La différence nette de deux termes donne la valeur du prix de l’option à ce jour (où le deuxième terme est actualisé)
Dans notre cadre, ces fluctuations de prix peuvent être incluses plus précisément de plusieurs manières :
- Améliorer encore les calculs de rendement attendu en étendant la plage à des périodes plus précises pour inclure les mouvements de prix intrajournaliers/intra-annuels
- Comprend les données actuelles du marché, car elles reflètent l’activité actuelle (semblable à la volatilité implicite)
- Rendement attendu à la date d’expiration, qui peut être actualisé à l’heure actuelle par rapport à la valorisation réelle et encore réduit par rapport à la valeur actuelle.

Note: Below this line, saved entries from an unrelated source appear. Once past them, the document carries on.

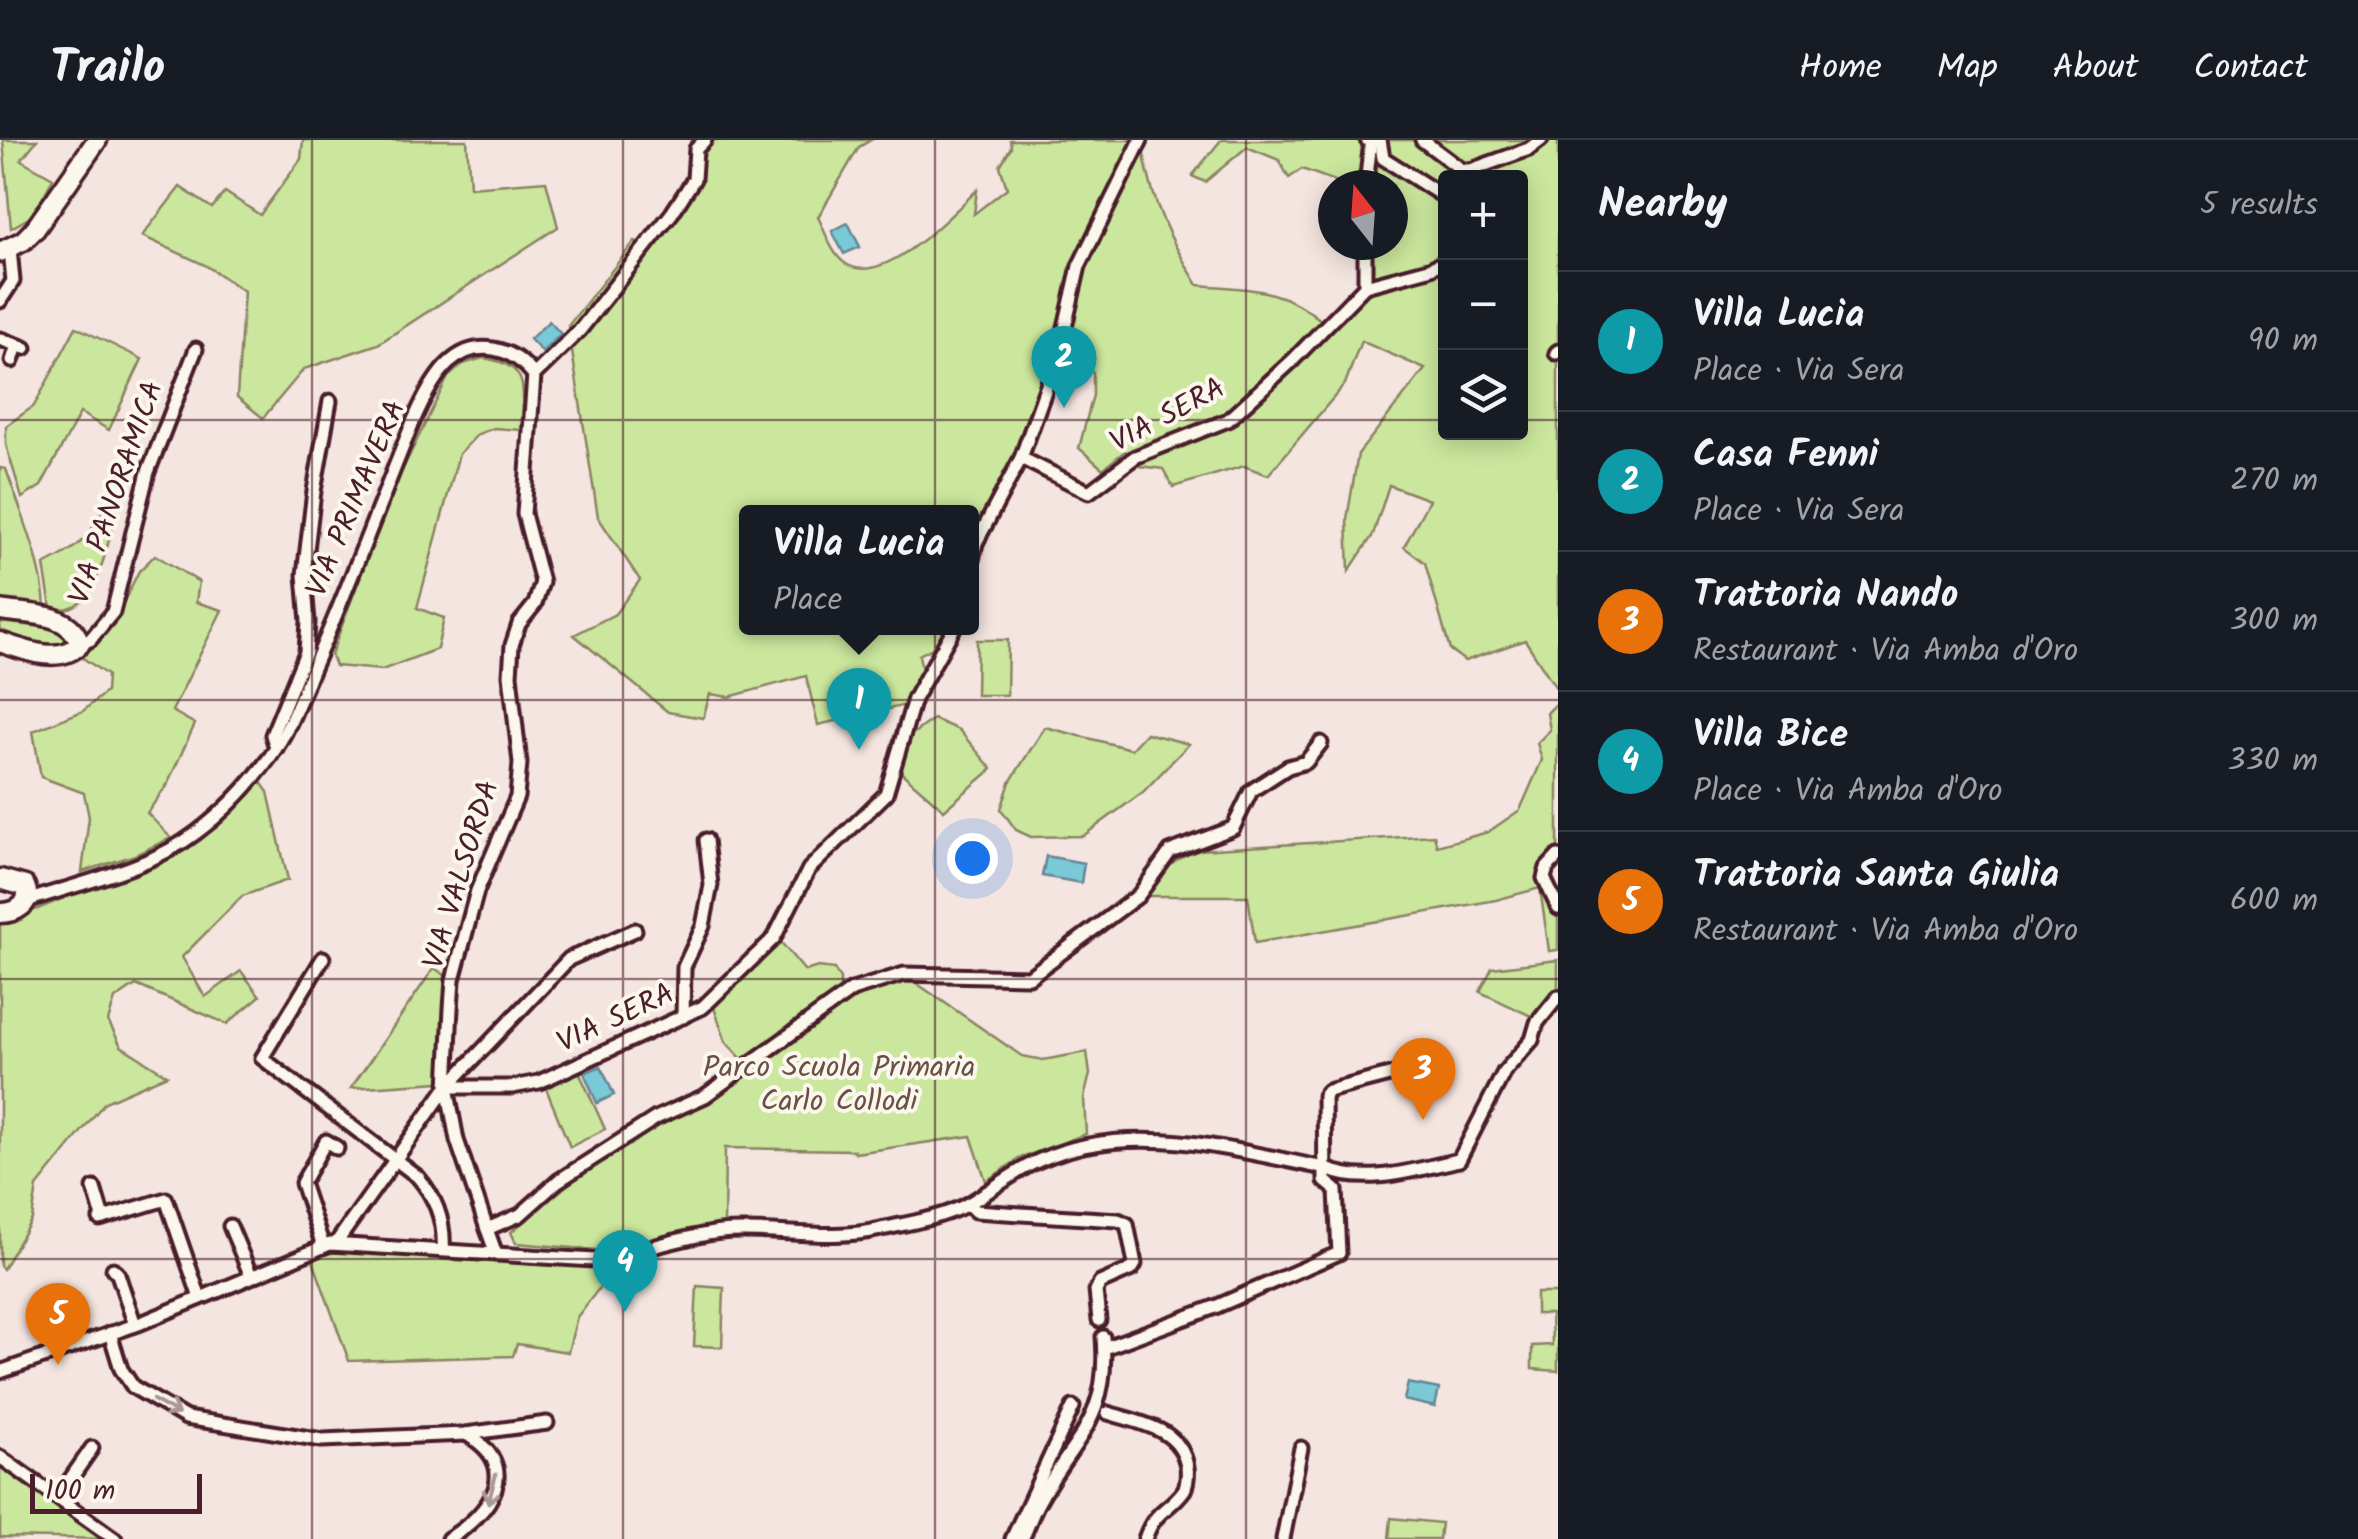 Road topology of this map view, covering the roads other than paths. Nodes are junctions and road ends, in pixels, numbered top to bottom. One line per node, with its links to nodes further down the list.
1 (97, 140): 10 (street)
2 (705, 140): 18 (street)
3 (1141, 140): 20 (street)
4 (1367, 140): 8 (street)
5 (1380, 140): 9 (street)
6 (1422, 140): 7 (street)
7 (1541, 140)
8 (1368, 170)
9 (1438, 193)
10 (5, 250): 14 (street)
11 (1365, 260): 13 (street)
12 (1438, 265): 13 (street)
13 (1366, 289): 20 (street, VIA SERA)
14 (0, 301)
15 (0, 338): 17 (street)
16 (196, 350): 25 (street, VIA PANORAMICA)
17 (12, 362)
18 (534, 376): 27 (street, VIA PRIMAVERA); 39 (street, VIA VALSORDA)
19 (330, 401): 27 (street, VIA PRIMAVERA)
20 (1020, 458): 21 (street)
21 (979, 538)
22 (0, 610): 25 (street, VIA PANORAMICA)
23 (950, 635): 37 (street, VIA SERA)
24 (0, 642): 25 (street, VIA PANORAMICA)
25 (80, 644)
26 (1321, 744): 46 (street)
27 (276, 748): 31 (street, VIA PRIMAVERA)
28 (706, 840): 37 (street)
29 (1558, 856): 32 (street)
30 (0, 880): 31 (street)
31 (27, 901): 33 (street)
32 (1558, 908)
33 (0, 913)
34 (636, 930): 39 (street)
35 (323, 958): 41 (street)
36 (1558, 997): 42 (street)
37 (683, 1017): 39 (street, VIA SERA)
38 (1397, 1073): 42 (street)
39 (447, 1087): 41 (street); 46 (street, VIA VALSORDA)
40 (336, 1148): 47 (street)
41 (394, 1160): 47 (street); 48 (street)
42 (1324, 1168): 44 (street); 68 (street)
43 (94, 1188): 52 (street)
44 (968, 1204): 49 (street); 53 (street)
45 (230, 1226): 51 (street)
46 (488, 1230): 49 (street, VIA VALSORDA)
47 (329, 1244): 48 (street); 51 (street)
48 (443, 1250): 49 (street)
49 (496, 1254)
50 (117, 1270): 54 (street)
51 (251, 1276): 52 (street)
52 (200, 1298): 54 (street)
53 (1099, 1320)
54 (136, 1325): 55 (street)
55 (110, 1334): 56 (street); 60 (street, one-way to 60)
56 (0, 1372)
57 (1073, 1407): 67 (street)
58 (1108, 1413): 69 (street)
59 (547, 1423): 60 (street)
60 (466, 1434): 66 (street, one-way to 66)
61 (92, 1448): 64 (street)
62 (1301, 1448): 70 (street)
63 (0, 1456): 64 (street)
64 (58, 1497): 65 (street)
65 (115, 1539)
66 (448, 1539)
67 (1012, 1539)
68 (1022, 1539)
69 (1145, 1539)
70 (1283, 1539)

Ainsi, nous ne voyons aucune limite aux hypothèses, méthodes et personnalisations choisies pour l’analyse quantitative. En fonction de l’actif négocié ou de l’investissement envisagé, un modèle auto-développé peut être mis en œuvre. Il est important de noter que la volatilité des mouvements de prix des différentes classes d’actifs varie considérablement (les actions ont une volatilité asymétrique, le forex a une volatilité volatile) et les utilisateurs doivent intégrer des modèles de volatilité applicables dans leurs modèles. Les hypothèses et les inconvénients font partie intégrante de tout modèle, et l’application judicieuse des modèles à des situations commerciales réelles peut donner de meilleurs résultats.
Conclusion : principaux points à retenir pour la construction d’un modèle de tarification
Avec l’entrée d’actifs complexes sur le marché ou même d’actifs simples entrant dans des formes complexes de négociation, la modélisation et l’analyse quantitatives deviennent obligatoires pour l’évaluation. Malheureusement, il n’existe pas de modèle mathématique sans nombreuses limites et hypothèses. La meilleure approche consiste à limiter les hypothèses au minimum et à être conscient des limites potentielles, ce qui peut aider à tracer des limites quant aux utilisations et à l’applicabilité des modèles.